Along with the other sugestions you might find this useful.

http://www.eelis.net/geordi/

This is from http://codepad.org/about, codepad.org's about page.


The few details you provide imply that you have administrative control over the server itself, so my suggestion makes this assumption.

I'd tackle this as a batch system. The web server accepts an upload of the source file, a process polls the submission directory, processes the file, and then submits the result to another directory which the web application polls until it finds the result and displays it.

The fun part is how to safely handle the execution.

My OS of choice is FreeBSD, so I'd set up a pre-configured jail (not to be confused with a vanilla chroot jail) that would compile, run, and save the output. Then, for each source file submission, launch a pristine copy of the jail for each execution, with a copy of the source file inside.

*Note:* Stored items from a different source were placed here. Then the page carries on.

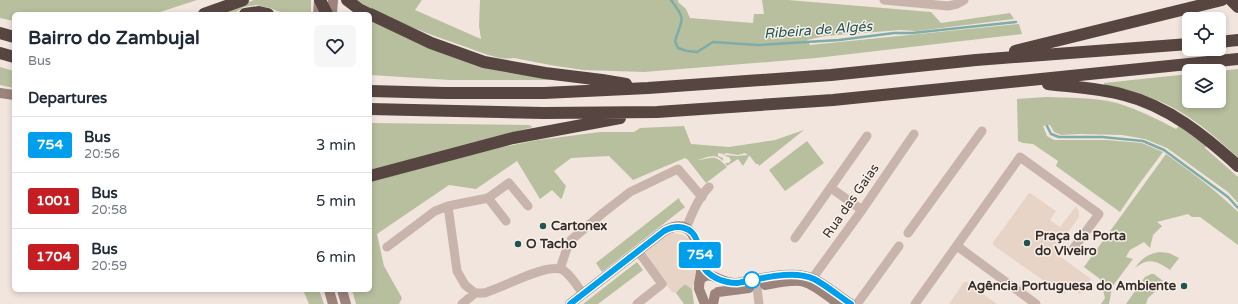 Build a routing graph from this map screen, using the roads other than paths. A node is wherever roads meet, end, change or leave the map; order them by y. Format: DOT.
graph roads {
  1 [pos="243,0"];
  2 [pos="319,0"];
  3 [pos="333,0"];
  4 [pos="347,0"];
  5 [pos="884,0"];
  6 [pos="964,0"];
  7 [pos="1222,0"];
  8 [pos="1231,0"];
  9 [pos="1238,7"];
  10 [pos="210,12"];
  11 [pos="318,12"];
  12 [pos="326,12"];
  13 [pos="332,12"];
  14 [pos="366,12"];
  15 [pos="372,15"];
  16 [pos="0,33"];
  17 [pos="12,36"];
  18 [pos="1238,40"];
  19 [pos="1226,41"];
  20 [pos="1182,45"];
  21 [pos="0,53"];
  22 [pos="12,56"];
  23 [pos="1238,59"];
  24 [pos="976,60"];
  25 [pos="1025,82"];
  26 [pos="648,88"];
  27 [pos="372,91"];
  28 [pos="0,93"];
  29 [pos="12,95"];
  30 [pos="372,109"];
  31 [pos="657,112"];
  32 [pos="982,131"];
  33 [pos="914,134"];
  34 [pos="867,136"];
  35 [pos="1238,166"];
  36 [pos="372,175"];
  37 [pos="709,187"];
  38 [pos="831,188"];
  39 [pos="702,197"];
  40 [pos="488,198"];
  41 [pos="448,206"];
  42 [pos="528,206"];
  43 [pos="862,210"];
  44 [pos="506,221"];
  45 [pos="686,228"];
  46 [pos="908,233"];
  47 [pos="795,238"];
  48 [pos="899,246"];
  49 [pos="957,246"];
  50 [pos="387,247"];
  51 [pos="1073,249"];
  52 [pos="638,251"];
  53 [pos="702,263"];
  54 [pos="560,270"];
  55 [pos="715,277"];
  56 [pos="810,281"];
  57 [pos="756,283"];
  58 [pos="700,287"];
  59 [pos="330,292"];
  60 [pos="343,292"];
  61 [pos="475,293"];
  62 [pos="583,294"];
  63 [pos="715,297"];
  64 [pos="333,304"];
  65 [pos="346,304"];
  66 [pos="462,304"];
  67 [pos="570,304"];
  68 [pos="637,304"];
  69 [pos="705,304"];
  70 [pos="759,304"];
  71 [pos="838,304"];
  72 [pos="850,304"];
  73 [pos="857,304"];
  74 [pos="915,304"];
  75 [pos="1036,304"];
  1 -- 10 [label="highway"];
  2 -- 11 [label="street"];
  2 -- 12 [label="highway"];
  3 -- 13 [label="street"];
  4 -- 14 [label="highway"];
  5 -- 6 [label="street"];
  7 -- 24 [label="highway"];
  8 -- 9 [label="highway"];
  15 -- 26 [label="highway"];
  16 -- 17 [label="highway"];
  18 -- 19 [label="highway"];
  20 -- 24 [label="highway"];
  21 -- 22 [label="highway"];
  23 -- 25 [label="highway"];
  24 -- 26 [label="highway"];
  25 -- 31 [label="highway"];
  25 -- 35 [label="highway"];
  26 -- 27 [label="highway"];
  28 -- 29 [label="street"];
  30 -- 31 [label="highway"];
  31 -- 36 [label="highway"];
  32 -- 46 [label="street"];
  33 -- 43 [label="street, Rua das Gaias"];
  34 -- 38 [label="street"];
  37 -- 39 [label="street"];
  38 -- 43 [label="street"];
  38 -- 47 [label="street"];
  39 -- 45 [label="street"];
  39 -- 54 [label="street"];
  40 -- 41 [label="street"];
  40 -- 42 [label="street"];
  40 -- 44 [label="street"];
  41 -- 50 [label="street"];
  41 -- 61 [label="street"];
  43 -- 56 [label="street, Rua das Gaias"];
  45 -- 52 [label="street"];
  45 -- 53 [label="street"];
  48 -- 73 [label="street"];
  49 -- 51 [label="street"];
  49 -- 74 [label="street"];
  49 -- 75 [label="street"];
  52 -- 62 [label="street"];
  52 -- 68 [label="street"];
  53 -- 55 [label="street"];
  53 -- 58 [label="street"];
  54 -- 61 [label="street"];
  54 -- 62 [label="street"];
  55 -- 57 [label="street"];
  55 -- 58 [label="street"];
  55 -- 63 [label="street"];
  56 -- 57 [label="street"];
  56 -- 71 [label="street"];
  56 -- 72 [label="street"];
  57 -- 63 [label="street"];
  57 -- 70 [label="street"];
  58 -- 63 [label="street"];
  58 -- 69 [label="street"];
  59 -- 64 [label="street"];
  60 -- 65 [label="street"];
  61 -- 66 [label="street"];
  62 -- 67 [label="street"];
}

Provided that the jail's /dev is pruned down to almost nothing, system resource limits are set safely, and that the traffic can't route out of the jail (bound to unroutable address or simply firewalled), I would personally be comfortable running this on a server under my care.

Since you use Linux, I'd investigate User Mode Linux or Linux-VServer, which are very similar in concept to FreeBSD jails (I've never used them myself, but have read about them). There are several other such systems listed here.

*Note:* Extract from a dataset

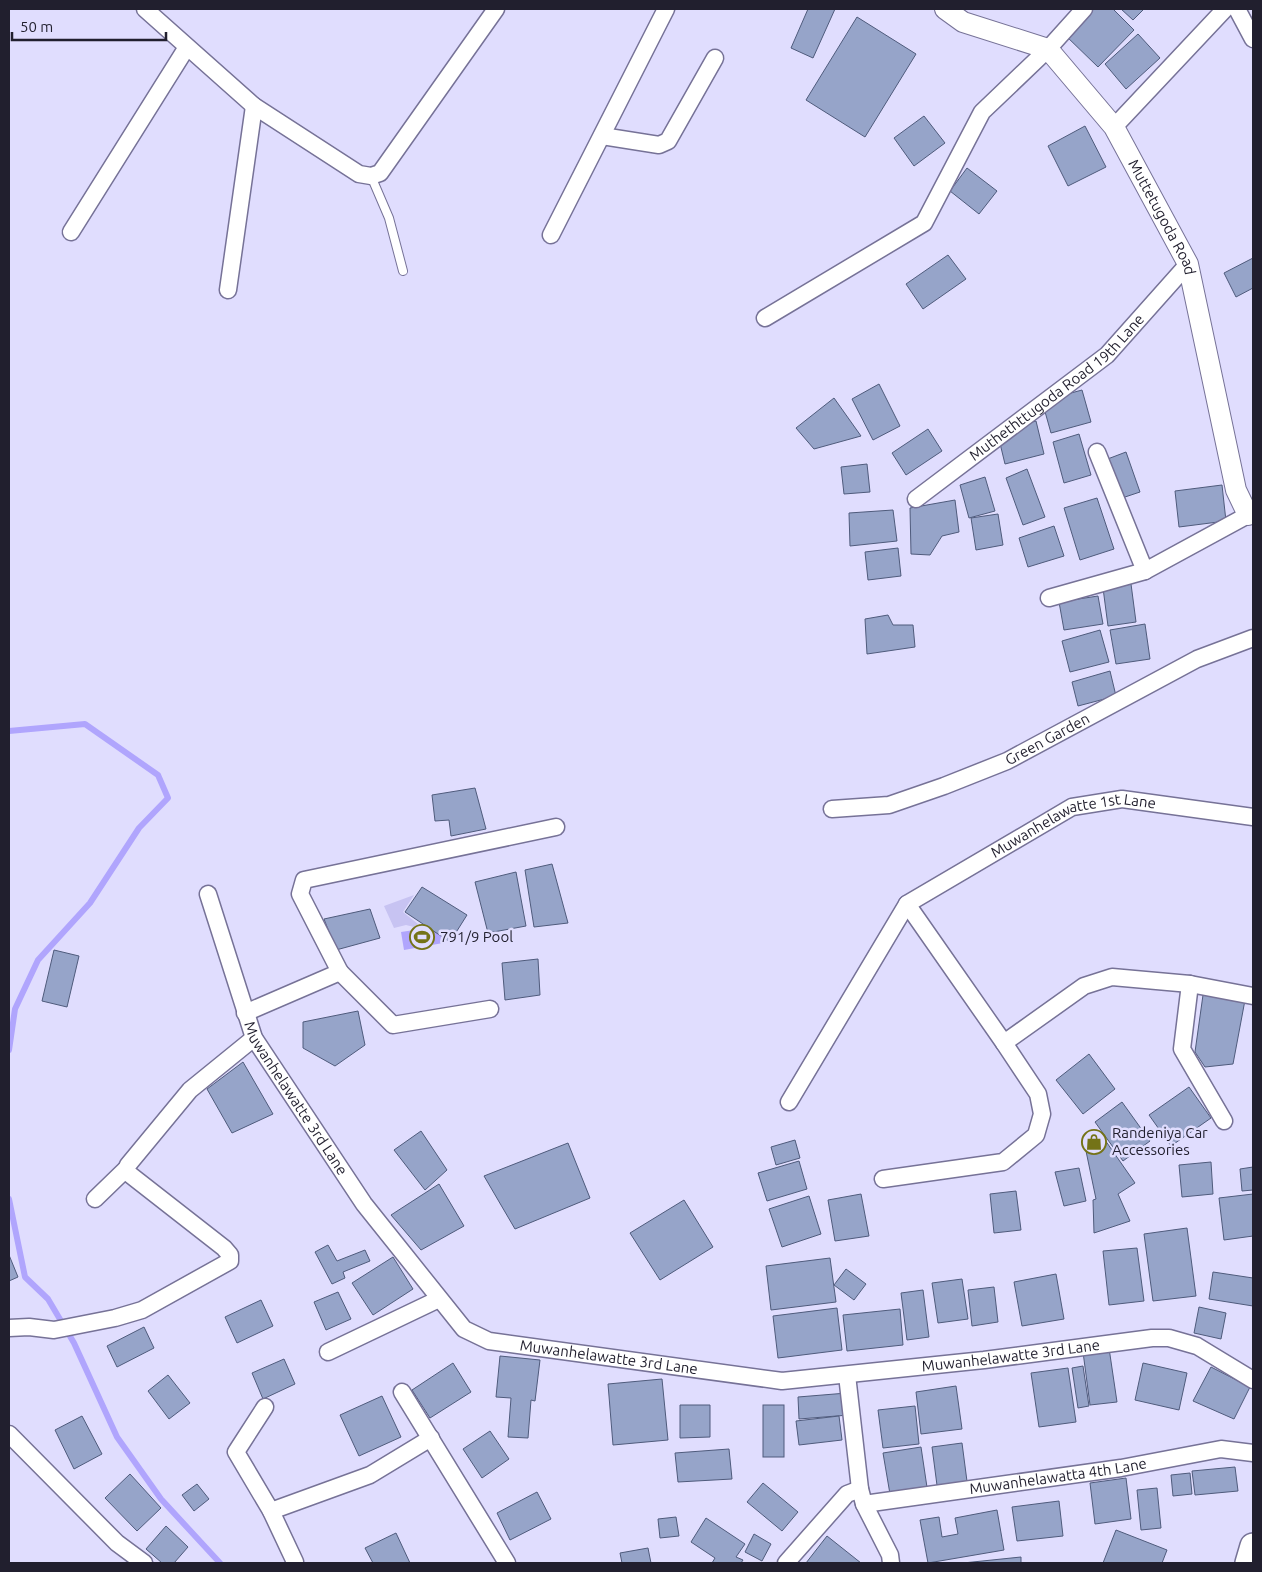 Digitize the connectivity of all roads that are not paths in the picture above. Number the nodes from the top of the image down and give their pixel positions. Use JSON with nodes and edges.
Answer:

This method is much more secure than a vanilla chroot jail, and it is much more light-weight than using full virtualization such as qemu/kvm or VMware.

I'm not a programmer, so I don't what kind of AJAX-y thing you could use to poll for the results, but I'm sure it could be done. As an admin, I would find this a fun project to partake in. Have fun. :)


I'd say this is extremely dangerous on many levels. You're essentially opening yourself up to any exploit that can be found on your system (whereas you're normally limited to the ones people can exploit remotely). I'd say don't do it if you can avoid it.

If you do want to do it, you might want to use some kind of virtual machine to run the user's code. Using something like KVM it's possible to set up a number of virtual machines using the same base image (you can even store a snapshot in an already-booted state, though I'm not sure how it will handle being cloned). You can then create the VMs on demand, run the user's code, return the results, and then kill off the VM. If you keep the VMs isolated from each other and the network, the users can wreak any havoc they want and it won't hurt your physical server. The only danger you're exposing yourself to under these conditions would be some kind of exploit that allows them to escape from the VM... those are extremely rare, and will be more rare as hardware virtualization improves.


Although it is still in development, and not yet considered secure, you might check out the technology behind Google Native Client. It is designed to allow untrusted native code to be run in a web browser, but could probably be adapted for use on a web server. You might use something like this on top of other techniques such as a virtual machine, for additional security.


On Fedora 11, there is the SELinux Sandbox which seems to do exactly what you want (except perhaps limiting spawning new processes; the linked blog post does not mention that).

Of course, there is always the risk of kernel bugs; even with SELinux, parts of the kernel are still exposed to all processes.